**What to work on**
Return all of the entries exactly, with nothing added or left out.

Saved entries
=-=-=-=-=

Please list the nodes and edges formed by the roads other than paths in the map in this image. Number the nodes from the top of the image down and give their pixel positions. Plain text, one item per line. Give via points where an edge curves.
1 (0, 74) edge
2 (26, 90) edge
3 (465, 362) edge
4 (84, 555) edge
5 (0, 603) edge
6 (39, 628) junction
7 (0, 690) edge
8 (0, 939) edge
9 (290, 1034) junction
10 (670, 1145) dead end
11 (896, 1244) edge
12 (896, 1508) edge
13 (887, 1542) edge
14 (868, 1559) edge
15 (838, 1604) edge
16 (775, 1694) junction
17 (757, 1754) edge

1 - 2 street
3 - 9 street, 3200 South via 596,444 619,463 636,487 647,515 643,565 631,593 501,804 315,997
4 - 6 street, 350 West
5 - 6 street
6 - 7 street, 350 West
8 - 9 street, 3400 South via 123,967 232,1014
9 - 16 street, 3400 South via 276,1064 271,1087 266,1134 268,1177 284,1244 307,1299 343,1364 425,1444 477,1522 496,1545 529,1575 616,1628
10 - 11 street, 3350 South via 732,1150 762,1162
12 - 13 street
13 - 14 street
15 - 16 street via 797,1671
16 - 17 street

=-=-=-=-=

**Solution**
Please list the nodes and edges formed by the roads other than paths in the map in this image. Number the nodes from the top of the image down and give their pixel positions. Plain text, one item per line. Give via points where an edge curves.
1 (0, 74) edge
2 (26, 90) edge
3 (465, 362) edge
4 (84, 555) edge
5 (0, 603) edge
6 (39, 628) junction
7 (0, 690) edge
8 (0, 939) edge
9 (290, 1034) junction
10 (670, 1145) dead end
11 (896, 1244) edge
12 (896, 1508) edge
13 (887, 1542) edge
14 (868, 1559) edge
15 (838, 1604) edge
16 (775, 1694) junction
17 (757, 1754) edge

1 - 2 street
3 - 9 street, 3200 South via 596,444 619,463 636,487 647,515 643,565 631,593 501,804 315,997
4 - 6 street, 350 West
5 - 6 street
6 - 7 street, 350 West
8 - 9 street, 3400 South via 123,967 232,1014
9 - 16 street, 3400 South via 276,1064 271,1087 266,1134 268,1177 284,1244 307,1299 343,1364 425,1444 477,1522 496,1545 529,1575 616,1628
10 - 11 street, 3350 South via 732,1150 762,1162
12 - 13 street
13 - 14 street
15 - 16 street via 797,1671
16 - 17 street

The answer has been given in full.